According to Waste 360, Alameda County's Stop Waste Program has stepped up to help meet this challenge as quickly as possible, providing a $25,000 bounty program that has, in just a couple of months, helped DR3 Recycling and independent haulers pick up and recycle 630 abandoned mattresses.
"What we are doing is trying to find how many people who pick up an old filthy mattress that has been abandoned on the street and bring it in for somewhere between $6 to $12," says Robert Jaco, manager of DR3’s facility in San Leandro, Calif., adding that he expects to finish tagging the project’s allotted 1,000 mattresses by mid-March. "The program is definitely working because it is getting mattresses off the street. If you pay people, they will do it."

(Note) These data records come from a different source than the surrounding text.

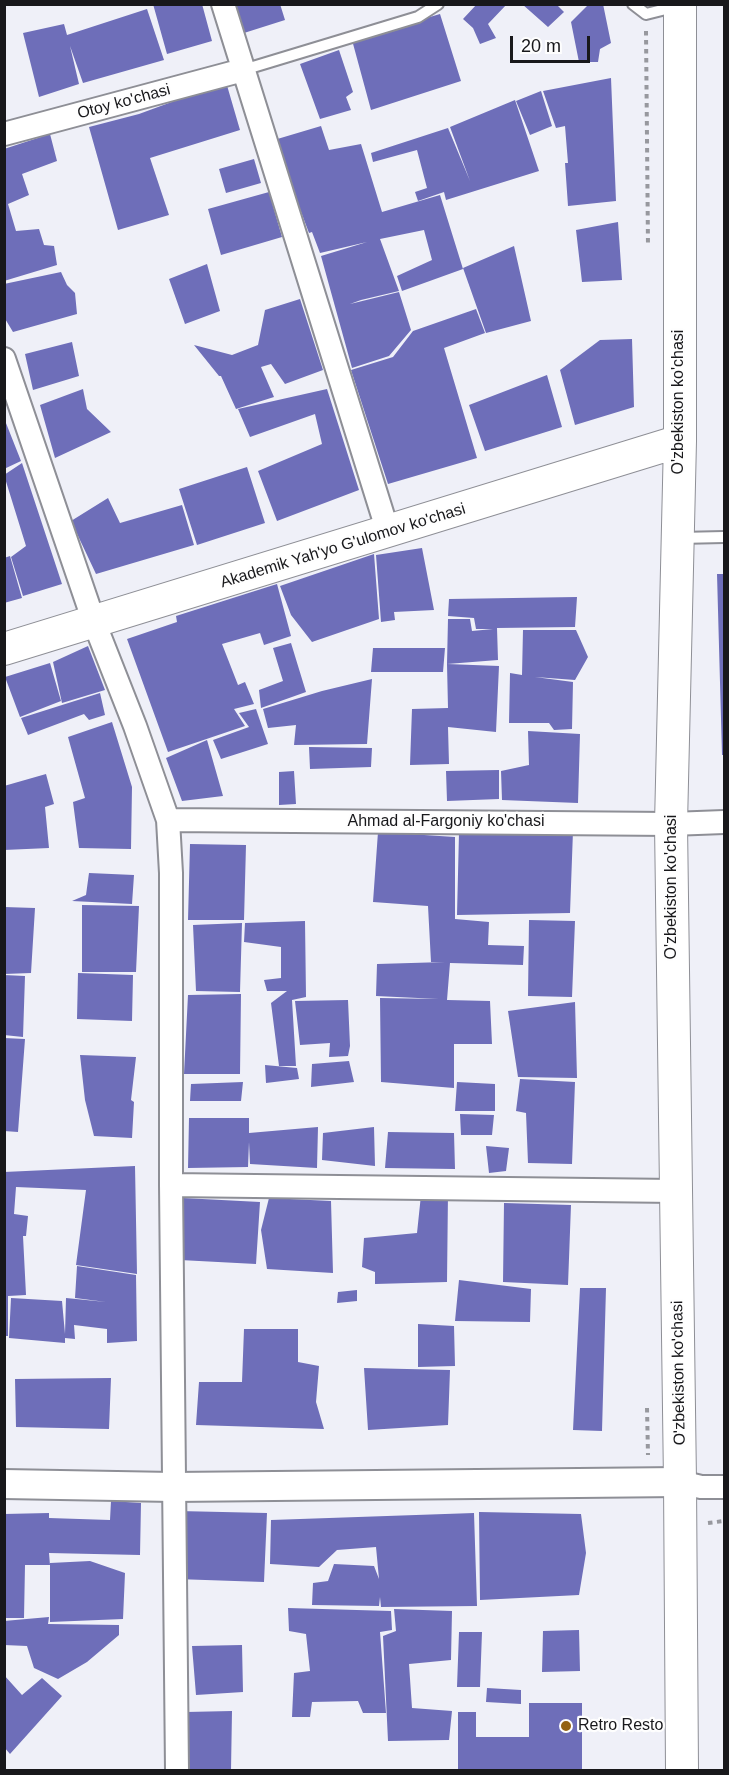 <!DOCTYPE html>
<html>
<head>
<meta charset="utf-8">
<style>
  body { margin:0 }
  #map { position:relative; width:729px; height:1775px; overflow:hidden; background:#eff0f8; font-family:Helvetica,sans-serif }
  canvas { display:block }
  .frame { position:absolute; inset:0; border:6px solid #18181b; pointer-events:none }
  .scale { position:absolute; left:510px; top:36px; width:80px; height:27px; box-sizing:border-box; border:3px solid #18181b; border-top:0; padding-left:8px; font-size:18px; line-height:21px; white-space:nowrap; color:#18181b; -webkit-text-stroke:4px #fefefe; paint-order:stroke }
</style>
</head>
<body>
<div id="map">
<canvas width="729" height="1775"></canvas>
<div class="frame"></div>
<div class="scale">20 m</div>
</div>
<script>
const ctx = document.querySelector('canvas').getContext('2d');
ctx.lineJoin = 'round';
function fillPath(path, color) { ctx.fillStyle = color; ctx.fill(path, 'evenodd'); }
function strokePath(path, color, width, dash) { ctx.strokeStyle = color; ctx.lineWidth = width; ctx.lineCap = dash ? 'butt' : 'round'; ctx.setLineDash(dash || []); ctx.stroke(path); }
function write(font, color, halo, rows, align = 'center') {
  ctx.font = font + ' Helvetica,sans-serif'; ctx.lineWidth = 4.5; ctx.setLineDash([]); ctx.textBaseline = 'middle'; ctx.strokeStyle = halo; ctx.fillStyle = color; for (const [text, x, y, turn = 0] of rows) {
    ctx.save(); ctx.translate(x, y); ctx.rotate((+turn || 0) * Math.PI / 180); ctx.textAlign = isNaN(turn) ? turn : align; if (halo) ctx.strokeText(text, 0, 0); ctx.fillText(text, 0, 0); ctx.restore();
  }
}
fillPath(new Path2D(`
  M153,4h49l10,37 -45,13z
  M235,4h45l5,16 -41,13z
  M477,4h30l-19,20 8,14 -16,6 -7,-16 -10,-9z
  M522,4h34l8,8 -16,15z
  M603,4l8,39 -11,6 -2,13h-19l-8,-40 17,-17z
  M147,9l17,51 -81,23 -13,-37 9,38 -40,13 -16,-64 41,-9 3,11z
  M440,14l21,67 -90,29 -19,-70z
  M339,50l14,42 -7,5 5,13 -31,9 -20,-55z
  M611,78l5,123 -48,5 -3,-43h3l-3,-37 -9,2 -13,-37z
  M226,82l14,48 -90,28 19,57 -51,15 -29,-103 50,-13z
  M541,91l11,35 -22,9 -14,-34z
  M515,100l24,71 -93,29 -2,-8 -26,9 -3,-9 12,-4 -10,-38 -44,12 -2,-9 77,-25 22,53 -20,-54z
  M321,126l8,24 32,-6 21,68 58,-17 23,74 -61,22 -5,-15 35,-16 -8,-30 -44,9 19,52 -38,9 -11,4 49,-12 12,38 -22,26 -37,12 -31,-112 46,-14 -47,11 -8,-21 -3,1 -35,-93z
  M50,134l7,27 -35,13 7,21 -21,9 8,27 23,-2 5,16 10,1 3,19 -53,16v-132z
  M254,159l7,24 -35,10 -7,-24z
  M269,192l13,45 -61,18 -13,-46z
  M618,222l4,58 -40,2 -6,-52z
  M514,246l17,75 -45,12 -23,-65z
  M207,264l13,47 -35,13 -16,-45z
  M61,272l6,13 8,8 2,21 -64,18 -9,-15v-33z
  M300,299l23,71 -38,14 -14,-20 -10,3 13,30 -38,12 -15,-33h-2l-25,-31 38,10 26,-10 7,-35z
  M476,309l9,24 -41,15 33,110 -89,26 -37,-114 42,-13 20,-26z
  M632,339l2,68 -59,18 -15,-55 40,-30z
  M72,342l7,34 -46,14 -8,-36z
  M547,375l15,52 -77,24 -16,-46z
  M83,389l4,20 24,23 -56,26 -15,-53z
  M327,389l32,101 -82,31 -19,-50 64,-27 -7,-30 -65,23 -12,-28z
  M4,418l17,43 -17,8z
  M22,463l40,121 -39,12 -12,-39 15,-11 -22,-71z
  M247,467l18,56 -68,22 -18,-56z
  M108,498l12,25 62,-18 12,40 -98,29 -25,-53z
  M422,548l12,62 -40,2 1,8 -14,2 -5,-67z
  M374,554l5,65 -67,23 -21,-27 -11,-29z
  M10,556l12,42 -18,5v-45z
  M717,574h7v181h-2z
  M277,584l14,52 -27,9 -4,-12 -38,11 16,41 7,-3 9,22 -20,5 11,17 -77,26 -41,-113 50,-17 -1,-6z
  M577,597l-2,30 -78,1 1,32 -51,4 52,2 -3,66 -48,-5 1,37 -39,1 2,-56 36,-1 -1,-44 1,-45h22l2,12 21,-2h-17l-2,-11 -26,-2 1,-17z
  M523,630h53l12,27 -13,23 -40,-3 38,5 -1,47 -18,1 -5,-7h-40l1,-50 12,2z
  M291,643l15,49 -45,16 -2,-18 24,-9 -10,-33z
  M88,646l17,44 -43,13 -9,-41z
  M373,648h72l-2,24h-72z
  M50,663l11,38 -41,16 -15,-40z
  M372,679l-5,65 -73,1 2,-20 -28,3 -5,-19 59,-18z
  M100,693l5,22 -16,5 -5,-6 -56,21 -7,-17z
  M256,709l12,35 -47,15 -8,-19 36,-13 -10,-14z
  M112,722l20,65 -1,62 -52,-1 -6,-46 12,-4 -17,-61z
  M528,731l52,3 -2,69 -76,-3 -1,-29 28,-6z
  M207,740l16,56 -41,5 -16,-43z
  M309,747l63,1 -1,19 -61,2z
  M499,770v29l-52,2 -1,-30z
  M294,771l2,33 -17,1v-33z
  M46,774l8,30 -9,3 4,41 -45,2v-64z
  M573,831l-3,82 -113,2 2,-82z
  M378,832l77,5v82l34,3 -1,23 36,1 -1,19 -73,-2 -3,37 43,1 2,43h-38v44l-73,-6 -1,-84 59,1 -63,-3 1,-32 68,-2h-14l-3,-56 -55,-4z
  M190,844l56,1 -2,75h-56z
  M89,873l45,2 -2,29 -60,-3 14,-6z
  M82,905l57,1 -3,66h-54z
  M4,907l31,1 -4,65 -27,1z
  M529,920l46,1 -3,76 -44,-1z
  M305,921l1,76 -14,3 4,66h-17l-8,-63 16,-12h-20l-3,-11 17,-2v-31l-37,-5 1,-19z
  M242,923l-2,69 -44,-1 -3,-66z
  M78,973l55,2 -1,46 -55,-2z
  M4,975l21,1 -2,61 -19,-2z
  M241,994l-1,80h-56l4,-79z
  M348,1000l2,46 -2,10 -19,1 1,-14 -30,2 -5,-44z
  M575,1002l2,76 -59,-1 -10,-66z
  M4,1038l21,1 -7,93 -14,-1z
  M80,1055l56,2 -5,43 3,2 -2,36 -38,-2 -9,-36z
  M349,1061l5,21 -43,5 1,-23z
  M265,1065l32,3 2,11 -33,4z
  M520,1079l55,3 -3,82 -44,-1 -2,-50 -10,-2z
  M243,1082l-2,19h-51l1,-17z
  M457,1082l38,2v27h-40z
  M460,1114l34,1 -2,20h-31z
  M189,1118h60v15l69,-6 -1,41 -67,-4 -1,-22 -1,25 -60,1z
  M374,1127l1,39 -53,-6 1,-27z
  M388,1132l66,1 1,36 -70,-1z
  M486,1146l23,2 -3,23 -17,2z
  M135,1166l2,108 -61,-9 10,-75 -70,-3 -2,27 14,2 -2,20h-3l3,59 -18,1v40h-4v-164z
  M448,1192l-1,90 -72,2v-12l-13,-5 2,-29 53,-5 4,-38z
  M183,1198l77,4 -4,62 -76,-4z
  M269,1198l62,3 2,72 -66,-4 -6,-39z
  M504,1203l67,2 -3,80 -65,-3z
  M77,1266l59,9 1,66 -30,2v-14l-33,-4 1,14 -10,-1v5l-56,-5 2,-40 51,3 3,33 1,-36 40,4 -31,-4z
  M459,1280l72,9 -1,33 -75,-1z
  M580,1288h26l-4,143 -29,-1z
  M357,1290v11l-20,2 1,-11z
  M418,1324l36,2 1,40 -37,1z
  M244,1329h54v33l21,4 -3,36 8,27 -128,-4 3,-43h43z
  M364,1368l86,2 -2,55 -80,5z
  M111,1378l-2,51 -93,-2 -1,-48z
  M111,1501l30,2 -1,52 -91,-2 1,12h-25l-1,53h-20v-104l45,-1v5l61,2z
  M178,1511l89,2 -3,69 -88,-3z
  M479,1512l102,2 5,39 -7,42 -99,5z
  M474,1513l3,93 -96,1 -1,-10 -1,9 -67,-1 1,-22 15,-2 6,-17 40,2 5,13 -3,-32 -39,3 -18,17 -49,-3 1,-44z
  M90,1561l35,12 -2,46 -73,3v-59z
  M288,1608l103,3 1,19 -12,2 6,81h-23l-5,-12 -46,1 -2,15h-18l2,-44 16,-2 -4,-37 -17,-3z
  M394,1609l58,2 -1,49 -42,4 3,44 40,3 -3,29 -61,1 -5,-105 13,-5z
  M49,1617l-1,7 71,1v10l-32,27 -29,17 -24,-11 -7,-22 -23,-1v-24z
  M579,1630l1,41 -38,1 1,-41z
  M459,1632h23l-2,55h-23z
  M242,1645l1,47 -47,3 -4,-49z
  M4,1675l18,20 20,-17 20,18 -52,58 -6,-7z
  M487,1688l34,2v14l-35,-2z
  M529,1703h53v67h-124v-58h18v25h53z
  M232,1711l-1,59h-45v-58z`), '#6e6eb9');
const service = new Path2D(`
  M633,4l13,10 32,-8
  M243,70l175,-53 20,-13
  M679,538l45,-1`);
const minor = new Path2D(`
  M223,4l165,528
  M4,134l239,-64
  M4,359l90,263 41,104 33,94 3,53v312l6,585
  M168,820l503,4 53,-2
  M171,1185l505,6
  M680,1482l21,5h23`);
const tertiary = new Path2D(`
  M4,1484l169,3 507,-5`);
const secondary = new Path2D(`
  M680,4v437l-9,383 9,658 2,288
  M4,649l676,-208`);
strokePath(service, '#8e8f96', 14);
strokePath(minor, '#8e8f96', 26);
strokePath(tertiary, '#8e8f96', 32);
strokePath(secondary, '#8e8f96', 34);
strokePath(new Path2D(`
  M646,31l2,215
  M647,1408l1,47
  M708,1523l16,-2`), '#97989e', 4, [4.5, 4.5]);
strokePath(service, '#fff', 10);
strokePath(minor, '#fff', 22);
strokePath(tertiary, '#fff', 28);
strokePath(secondary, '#fff', 32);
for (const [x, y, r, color] of [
  [566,1726,6,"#936212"]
]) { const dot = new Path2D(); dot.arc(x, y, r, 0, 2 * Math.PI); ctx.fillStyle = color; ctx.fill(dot); strokePath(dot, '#fefefe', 2); }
write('16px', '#18181b', '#fefefe', [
  ["Otoy ko'chasi",124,102,-15],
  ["O'zbekiston ko'chasi",679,402,-90],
  ["Akademik Yah'yo G'ulomov ko'chasi",343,546,-17],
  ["Ahmad al-Fargoniy ko'chasi",446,822],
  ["O'zbekiston ko'chasi",672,887,-90],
  ["O'zbekiston ko'chasi",679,1373,-91]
]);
write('16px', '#18181b', '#fefefe', [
  ["Retro Resto",578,1726]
], 'left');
</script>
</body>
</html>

According to a recent article in the Los Angeles Times, "Californians buy about 4 million new mattresses and box springs a year. About half the time, the used mattresses that they replace end up in a guest room or go to friends or relatives. Many of the other two million discarded units get dumped on streets or sent to landfills. Fewer than one in ten is recycled for wood, plastic, fiber batting and springs to be used in other products, such as steel and carpet padding. Discarded mattresses cause blight on urban streets and are magnets for mold, rats, insects and other vermin."
Proven success in Alameda and other counties will help guide efforts as mattress producers and retailers implement plans to to increase recycling throughout California under SB 254.